-
Running example using Direct Runner via Apache Maven:
a. With public dataset in GCS
mvn compile exec:java -Dexec.mainClass=com.dpranantha.WordCount \ -Dexec.args="--inputFile=gs://apache-beam-samples/shakespeare/kinglear.txt --output=results/counts" -Pdirect-runner
b.
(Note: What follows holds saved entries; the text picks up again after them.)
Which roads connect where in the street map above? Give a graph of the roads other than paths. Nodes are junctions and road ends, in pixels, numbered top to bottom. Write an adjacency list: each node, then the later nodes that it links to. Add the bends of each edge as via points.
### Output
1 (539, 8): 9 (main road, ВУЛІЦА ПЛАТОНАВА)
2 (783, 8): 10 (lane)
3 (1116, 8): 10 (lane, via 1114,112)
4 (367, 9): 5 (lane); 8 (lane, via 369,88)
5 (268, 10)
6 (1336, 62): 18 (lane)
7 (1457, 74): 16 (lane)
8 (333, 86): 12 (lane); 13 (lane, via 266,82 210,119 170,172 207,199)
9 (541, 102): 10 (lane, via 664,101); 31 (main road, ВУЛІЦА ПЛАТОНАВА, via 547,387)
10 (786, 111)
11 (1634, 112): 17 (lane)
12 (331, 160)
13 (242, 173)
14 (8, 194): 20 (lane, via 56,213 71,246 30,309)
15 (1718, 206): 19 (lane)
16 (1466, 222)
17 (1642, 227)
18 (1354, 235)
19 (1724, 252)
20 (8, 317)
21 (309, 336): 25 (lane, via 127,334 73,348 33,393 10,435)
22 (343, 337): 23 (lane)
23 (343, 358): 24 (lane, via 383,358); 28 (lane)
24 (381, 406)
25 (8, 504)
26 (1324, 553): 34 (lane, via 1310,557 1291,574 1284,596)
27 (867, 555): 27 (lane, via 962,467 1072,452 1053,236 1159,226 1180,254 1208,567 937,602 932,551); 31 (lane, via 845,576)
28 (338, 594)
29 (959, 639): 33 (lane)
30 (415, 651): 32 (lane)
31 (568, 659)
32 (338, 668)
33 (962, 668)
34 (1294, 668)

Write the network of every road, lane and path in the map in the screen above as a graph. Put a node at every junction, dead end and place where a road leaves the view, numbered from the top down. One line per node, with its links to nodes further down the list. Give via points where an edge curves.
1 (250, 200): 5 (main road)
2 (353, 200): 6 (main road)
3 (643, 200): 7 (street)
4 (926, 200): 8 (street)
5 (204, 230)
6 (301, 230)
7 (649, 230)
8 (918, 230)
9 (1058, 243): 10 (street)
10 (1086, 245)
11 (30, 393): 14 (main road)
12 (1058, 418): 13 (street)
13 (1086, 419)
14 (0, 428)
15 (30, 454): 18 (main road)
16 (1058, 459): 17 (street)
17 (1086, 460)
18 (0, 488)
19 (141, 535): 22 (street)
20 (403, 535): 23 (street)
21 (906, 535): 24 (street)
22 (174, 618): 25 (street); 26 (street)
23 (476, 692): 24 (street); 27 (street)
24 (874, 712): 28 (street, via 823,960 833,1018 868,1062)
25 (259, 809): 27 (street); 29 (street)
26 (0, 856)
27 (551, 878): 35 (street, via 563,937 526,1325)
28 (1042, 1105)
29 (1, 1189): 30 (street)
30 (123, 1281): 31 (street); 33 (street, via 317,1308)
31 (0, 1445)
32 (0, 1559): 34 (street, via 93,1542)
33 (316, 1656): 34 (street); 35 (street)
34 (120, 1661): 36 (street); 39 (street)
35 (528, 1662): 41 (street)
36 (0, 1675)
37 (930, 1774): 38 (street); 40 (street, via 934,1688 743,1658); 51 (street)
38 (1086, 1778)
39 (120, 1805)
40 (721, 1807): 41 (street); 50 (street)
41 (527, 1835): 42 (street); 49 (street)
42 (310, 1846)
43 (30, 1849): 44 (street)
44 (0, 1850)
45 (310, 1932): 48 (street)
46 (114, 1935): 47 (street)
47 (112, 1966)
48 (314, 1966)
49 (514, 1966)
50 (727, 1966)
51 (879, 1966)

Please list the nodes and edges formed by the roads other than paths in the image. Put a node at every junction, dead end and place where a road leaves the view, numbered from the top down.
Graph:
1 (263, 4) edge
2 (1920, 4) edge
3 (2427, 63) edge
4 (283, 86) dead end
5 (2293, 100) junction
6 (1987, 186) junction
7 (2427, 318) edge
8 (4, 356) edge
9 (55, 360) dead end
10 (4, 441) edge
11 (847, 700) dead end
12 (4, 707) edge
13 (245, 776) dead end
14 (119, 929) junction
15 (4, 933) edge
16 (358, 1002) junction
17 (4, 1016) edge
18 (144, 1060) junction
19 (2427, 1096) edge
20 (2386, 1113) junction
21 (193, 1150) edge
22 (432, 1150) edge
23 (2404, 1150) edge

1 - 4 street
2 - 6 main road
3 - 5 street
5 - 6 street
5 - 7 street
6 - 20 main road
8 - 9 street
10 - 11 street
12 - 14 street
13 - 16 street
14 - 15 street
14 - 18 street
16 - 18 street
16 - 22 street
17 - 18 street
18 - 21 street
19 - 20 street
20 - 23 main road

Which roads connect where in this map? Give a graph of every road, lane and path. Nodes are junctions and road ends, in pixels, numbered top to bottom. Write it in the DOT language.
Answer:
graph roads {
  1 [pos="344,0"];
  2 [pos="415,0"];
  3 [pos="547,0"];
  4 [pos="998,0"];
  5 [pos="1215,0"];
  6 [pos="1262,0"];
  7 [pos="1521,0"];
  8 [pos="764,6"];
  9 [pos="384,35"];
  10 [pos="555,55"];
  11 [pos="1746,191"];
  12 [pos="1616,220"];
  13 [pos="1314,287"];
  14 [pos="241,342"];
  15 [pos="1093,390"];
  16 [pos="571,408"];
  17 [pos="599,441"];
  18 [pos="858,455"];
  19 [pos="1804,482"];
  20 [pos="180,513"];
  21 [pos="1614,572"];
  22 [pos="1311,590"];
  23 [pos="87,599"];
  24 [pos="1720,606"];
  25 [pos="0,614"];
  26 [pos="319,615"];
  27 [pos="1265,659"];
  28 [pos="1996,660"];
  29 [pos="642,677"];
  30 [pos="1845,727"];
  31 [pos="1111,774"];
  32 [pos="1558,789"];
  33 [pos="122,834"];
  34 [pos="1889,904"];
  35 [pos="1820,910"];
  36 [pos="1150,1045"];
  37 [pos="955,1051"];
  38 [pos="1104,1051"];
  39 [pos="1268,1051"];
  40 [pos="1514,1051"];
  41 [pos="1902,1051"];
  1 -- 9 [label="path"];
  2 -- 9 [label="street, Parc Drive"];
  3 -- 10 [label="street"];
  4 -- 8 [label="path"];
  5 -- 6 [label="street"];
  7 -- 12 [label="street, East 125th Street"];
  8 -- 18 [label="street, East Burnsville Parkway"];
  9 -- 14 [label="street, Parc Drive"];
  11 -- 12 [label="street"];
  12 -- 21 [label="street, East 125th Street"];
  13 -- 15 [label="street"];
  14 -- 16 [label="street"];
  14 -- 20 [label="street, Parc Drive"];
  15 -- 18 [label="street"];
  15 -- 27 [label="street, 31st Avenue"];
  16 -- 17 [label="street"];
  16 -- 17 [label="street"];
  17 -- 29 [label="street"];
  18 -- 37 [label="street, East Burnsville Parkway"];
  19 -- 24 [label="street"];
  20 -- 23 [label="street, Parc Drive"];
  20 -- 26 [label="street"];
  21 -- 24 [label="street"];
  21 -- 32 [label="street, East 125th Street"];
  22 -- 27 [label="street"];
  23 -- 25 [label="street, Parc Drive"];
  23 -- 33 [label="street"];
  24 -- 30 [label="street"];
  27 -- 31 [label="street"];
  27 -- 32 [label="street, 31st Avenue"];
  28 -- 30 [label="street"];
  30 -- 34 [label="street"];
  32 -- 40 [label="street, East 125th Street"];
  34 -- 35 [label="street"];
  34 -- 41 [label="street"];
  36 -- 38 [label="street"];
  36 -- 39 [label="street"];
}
With default input
mvn compile exec:java -Dexec.mainClass=com.dpranantha.WordCount \ -Dexec.args="--output=results/counts" -Pdirect-runner
-
Running example on top of Google Dataflow via Apache Maven
mvn compile exec:java -Dexec.mainClass=com.dpranantha.WordCount \ -Dexec.args="--runner=DataflowRunner --gcpTempLocation=gs://YOUR_GCS_BUCKET/tmp \ --project=YOUR_PROJECT --region=GCE_REGION \ --inputFile=gs://apache-beam-samples/shakespeare/* --output=gs://YOUR_GCS_BUCKET/counts" \ -Pdataflow-runner
To run in GCP, ideally we need to publish docker image (dockerize the fat jar) to Google container registry and add either kubernetes deployment or kubernetes batch job.
-
Running integration tests via Apache Maven:
mvn clean verify -Dskip.failsafe.tests=false